Witnesses Against War #22: Church and state, a ‘marriage of convenience’

19 July 2022

[updated 23 July 2022]

Source: Witnesses Against War

Witnesses Against War is an anonymous international group of journalists, writers, historians and translators, who live in Moscow and London. For reasons of security, their project is anonymous. In addition to the above websiste, you can also find them on Instagram  and Telegram.


Professor at the Spanish Universidad CEU San Pablo on Spanish attitudes to the war in Ukraine, the need for opponents of the war in Russia to consolidate horizontally, and the Russian Orthodox Church and its hierarchs.

“In Spain, after the outbreak of the war, a large-scale campaign of solidarity with Ukraine was launched. Of course, on the whole, public opinion amongst Spaniards is on the side of Ukraine. The view of the Spanish media – television, newspapers, periodicals on the war in Ukraine differs little from the pan-European one. Airwaves (state Russian propaganda media) such as Russia Today or Sputnik have been completely blocked. With the outbreak of the war, the Spanish media almost completely ceased to reproduce or refer to Russian propaganda narratives. Media coverage of the situation is entirely in favour of Ukraine, including reports on the bombing, the suffering of civilians, women and children. In Madrid and other cities, after the outbreak of the war, a series of demonstrations in support of Ukraine took place, which were attended by many Spaniards and Ukrainians living and working in Spain. Many Spanish families expressed their willingness to accept refugees from Ukraine, many Spaniards donate funds to humanitarian aid programs for Ukraine and Ukrainians, including volunteer assistance. During the first two months of the war, civilian organisations formed groups that traveled from Spain to the border of Ukraine, primarily to Poland, where they collected refugees from Ukraine, brought them to Spain by car and gave them accommodation. From the beginning of the war, Spain has been ready to accept about 200,000 refugees from Ukraine, but in actual fact, due to the geographical distance of Spain from Ukraine, it has accepted about 60,000.

As for the citizens of Russia who do not support this war, in order to maintain their dissident consciousness under the conditions of a regime whose degree of repression in relation to dissidents is getting stronger all the time, it is necessary to try to avoid individualism. In totalitarian regimes, the authorities try to divide and isolate people with the help of the fear of reprisals, so that one person cannot trust another, fearing denunciations and subsequent repressions. Iniquitous totalitarian power is interested in the atomisation and isolation of dissidents.

Important conditions for the effectiveness of resistance are: the presence of like-minded people and interaction between them, mutual support, as was the case in the communities of early Christians in the Roman Empire. This allows you to more calmly accept what is happening, to more effectively resist it to the best of your ability, to wait for future changes for the better, and to bring them closer as far as possible. Often religious communities can serve as such unifying centres of resistance, which we have often seen in world history in many different countries and political regimes. Religious community in totalitarian countries provides the possibility of permitted communication between people, and helps them to exchange opinions that differ from official state doctrine.

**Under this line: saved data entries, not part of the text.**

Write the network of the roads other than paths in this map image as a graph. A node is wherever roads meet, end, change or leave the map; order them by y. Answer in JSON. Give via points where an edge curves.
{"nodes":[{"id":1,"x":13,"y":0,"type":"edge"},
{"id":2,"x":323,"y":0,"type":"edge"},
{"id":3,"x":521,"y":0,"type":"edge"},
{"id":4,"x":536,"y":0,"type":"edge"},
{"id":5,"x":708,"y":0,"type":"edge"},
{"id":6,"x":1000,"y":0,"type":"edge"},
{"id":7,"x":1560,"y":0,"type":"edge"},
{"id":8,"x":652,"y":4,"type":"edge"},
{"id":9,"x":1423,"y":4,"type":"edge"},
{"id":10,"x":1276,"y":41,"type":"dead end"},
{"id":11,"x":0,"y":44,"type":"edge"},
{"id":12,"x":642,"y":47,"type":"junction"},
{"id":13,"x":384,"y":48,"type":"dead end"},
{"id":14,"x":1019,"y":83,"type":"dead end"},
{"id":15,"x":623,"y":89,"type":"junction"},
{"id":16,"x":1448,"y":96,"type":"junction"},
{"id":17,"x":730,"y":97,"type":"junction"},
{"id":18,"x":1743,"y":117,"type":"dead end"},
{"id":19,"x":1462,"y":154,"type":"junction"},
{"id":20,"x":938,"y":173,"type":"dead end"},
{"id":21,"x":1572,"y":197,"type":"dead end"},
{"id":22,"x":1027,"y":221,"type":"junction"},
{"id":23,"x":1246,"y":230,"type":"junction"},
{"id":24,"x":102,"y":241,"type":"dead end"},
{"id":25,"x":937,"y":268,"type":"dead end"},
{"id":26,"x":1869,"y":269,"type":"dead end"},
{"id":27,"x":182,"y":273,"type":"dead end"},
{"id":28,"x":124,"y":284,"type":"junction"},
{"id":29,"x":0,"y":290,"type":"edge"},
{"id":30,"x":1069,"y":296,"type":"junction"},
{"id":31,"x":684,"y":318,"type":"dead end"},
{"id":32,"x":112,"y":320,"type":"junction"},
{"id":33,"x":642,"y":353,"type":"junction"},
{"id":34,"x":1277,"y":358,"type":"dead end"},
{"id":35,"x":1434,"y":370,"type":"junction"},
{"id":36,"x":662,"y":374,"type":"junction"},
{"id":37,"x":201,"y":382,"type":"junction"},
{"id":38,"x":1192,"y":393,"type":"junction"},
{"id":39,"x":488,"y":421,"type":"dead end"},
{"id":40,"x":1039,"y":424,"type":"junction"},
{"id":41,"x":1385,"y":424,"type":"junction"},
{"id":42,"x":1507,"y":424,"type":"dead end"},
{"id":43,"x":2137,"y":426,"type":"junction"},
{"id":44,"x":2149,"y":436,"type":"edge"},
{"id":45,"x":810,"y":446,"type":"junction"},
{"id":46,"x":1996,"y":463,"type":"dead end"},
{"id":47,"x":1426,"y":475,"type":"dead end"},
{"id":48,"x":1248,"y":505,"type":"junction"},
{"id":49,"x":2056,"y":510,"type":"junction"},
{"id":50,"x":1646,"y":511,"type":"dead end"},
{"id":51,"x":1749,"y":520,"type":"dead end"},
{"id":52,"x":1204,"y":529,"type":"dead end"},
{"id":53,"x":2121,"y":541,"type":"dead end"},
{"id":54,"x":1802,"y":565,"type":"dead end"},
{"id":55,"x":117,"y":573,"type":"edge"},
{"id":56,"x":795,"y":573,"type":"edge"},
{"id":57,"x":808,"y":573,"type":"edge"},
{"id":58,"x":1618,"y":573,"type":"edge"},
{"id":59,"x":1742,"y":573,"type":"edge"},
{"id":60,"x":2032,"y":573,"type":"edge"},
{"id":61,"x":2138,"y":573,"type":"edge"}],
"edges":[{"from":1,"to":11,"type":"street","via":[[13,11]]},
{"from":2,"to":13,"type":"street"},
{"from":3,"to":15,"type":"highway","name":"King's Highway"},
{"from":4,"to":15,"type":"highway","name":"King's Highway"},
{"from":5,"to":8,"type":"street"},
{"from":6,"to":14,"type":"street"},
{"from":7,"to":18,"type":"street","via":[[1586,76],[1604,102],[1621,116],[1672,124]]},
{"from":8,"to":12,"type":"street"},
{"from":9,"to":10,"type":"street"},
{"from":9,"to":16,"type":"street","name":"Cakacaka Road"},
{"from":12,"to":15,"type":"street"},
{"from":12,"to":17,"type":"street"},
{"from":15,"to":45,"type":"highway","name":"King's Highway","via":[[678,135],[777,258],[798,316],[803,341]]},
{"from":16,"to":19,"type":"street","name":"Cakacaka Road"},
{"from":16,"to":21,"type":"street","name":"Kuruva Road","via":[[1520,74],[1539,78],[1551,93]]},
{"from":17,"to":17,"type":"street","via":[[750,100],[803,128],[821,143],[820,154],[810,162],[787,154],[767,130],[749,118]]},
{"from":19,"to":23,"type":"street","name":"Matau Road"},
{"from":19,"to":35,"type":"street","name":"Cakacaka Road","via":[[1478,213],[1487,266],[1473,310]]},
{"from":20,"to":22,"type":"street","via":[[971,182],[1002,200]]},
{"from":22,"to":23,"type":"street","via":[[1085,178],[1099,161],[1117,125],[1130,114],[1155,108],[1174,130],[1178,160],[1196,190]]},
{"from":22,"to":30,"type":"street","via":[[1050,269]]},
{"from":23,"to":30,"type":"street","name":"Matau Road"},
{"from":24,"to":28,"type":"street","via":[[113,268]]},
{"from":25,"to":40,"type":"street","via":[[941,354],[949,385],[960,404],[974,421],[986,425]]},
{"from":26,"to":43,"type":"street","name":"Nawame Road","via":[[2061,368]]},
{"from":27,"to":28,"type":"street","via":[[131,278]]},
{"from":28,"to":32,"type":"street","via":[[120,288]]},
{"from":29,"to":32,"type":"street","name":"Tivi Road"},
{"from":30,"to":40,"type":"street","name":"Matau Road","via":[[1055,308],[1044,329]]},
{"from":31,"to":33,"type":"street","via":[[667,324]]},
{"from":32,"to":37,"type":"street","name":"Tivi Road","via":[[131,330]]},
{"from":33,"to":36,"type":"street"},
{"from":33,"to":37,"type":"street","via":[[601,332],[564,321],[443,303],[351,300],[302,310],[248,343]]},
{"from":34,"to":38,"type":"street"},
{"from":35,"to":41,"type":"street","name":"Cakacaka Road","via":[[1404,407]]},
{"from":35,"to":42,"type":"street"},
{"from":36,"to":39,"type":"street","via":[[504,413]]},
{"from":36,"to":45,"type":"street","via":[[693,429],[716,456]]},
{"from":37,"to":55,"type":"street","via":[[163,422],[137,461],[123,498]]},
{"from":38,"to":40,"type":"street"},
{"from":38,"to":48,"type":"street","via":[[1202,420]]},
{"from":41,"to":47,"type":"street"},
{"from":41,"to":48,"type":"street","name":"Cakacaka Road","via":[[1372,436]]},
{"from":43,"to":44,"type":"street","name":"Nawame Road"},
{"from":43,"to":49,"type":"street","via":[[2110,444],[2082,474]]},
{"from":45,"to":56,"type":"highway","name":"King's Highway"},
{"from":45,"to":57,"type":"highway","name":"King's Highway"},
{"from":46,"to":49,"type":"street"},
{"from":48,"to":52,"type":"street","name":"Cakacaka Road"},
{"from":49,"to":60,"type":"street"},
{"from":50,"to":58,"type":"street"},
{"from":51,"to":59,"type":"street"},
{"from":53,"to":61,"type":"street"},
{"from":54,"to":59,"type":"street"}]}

As for the position of the official Russian church, the Russian Orthodox Church (ROC) has two characteristic signifiers, which have turned into problems. The ROC lived for a long time in the conditions of the Soviet totalitarian system that controlled all activities, forms and aspects of a person’s life, primarily their spiritual life. And at the very first stage of its existence, the totalitarian system did everything it could to eliminate the church as an institution that influenced the spiritual life of its citizens, since the Orthodox Church was part of the “old world” that existed in Russia until 1917. During the Second World War, the system needed to somewhat recover the church from the state to which it had been reduced.

And here we encounter the secondary circumstance determining what is happening: the ROC is a national church, which means that the state can control its entire hierarchy and all its hierarchs, especially the Patriarch. And this has made it more than difficult for the church to maintain any independence from secular power in both such a totalitarian system as communism one, and now Vladimir Putin’s Russia.

It is logical that regimes, especially authoritarian ones, and indeed any government in general, always tries to have the church on its side, by buying the loyalty of its hierarchical upper echelons – and, if it is corrupt – well that’s fantastic. The upper echelons are best controlled by being willingly bought with material offerings, and if they are not corrupt, then they nevertheless become dependent through gifts from the state in the form of works of art, patronage of its educational and cultural programs, etc. The state does this to make a clash with the church impossible, and the best way to do this is to control the expenses of the church.

Clearly the fact that the church remained, after 1991, led by hierarchs with a Soviet, minimally-spiritual past, who came from the Soviet church elite, means that the current Russian government is able to maintain and strengthen its control over the church. The current Orthodox hierarchy in Russia is very parochial, very subordinate in the face of civil authority, and, due to all these defects, entirely controlled by the authorities. Thus, in Russia we see a kind of “marriage of convenience” between the secular regime and the church. As for the believers, I believe that in times of war it is important to prevent the splitting up of communities, to preserve them, despite the different views of the members. Wars are like storms and hurricanes – sooner or later they end.”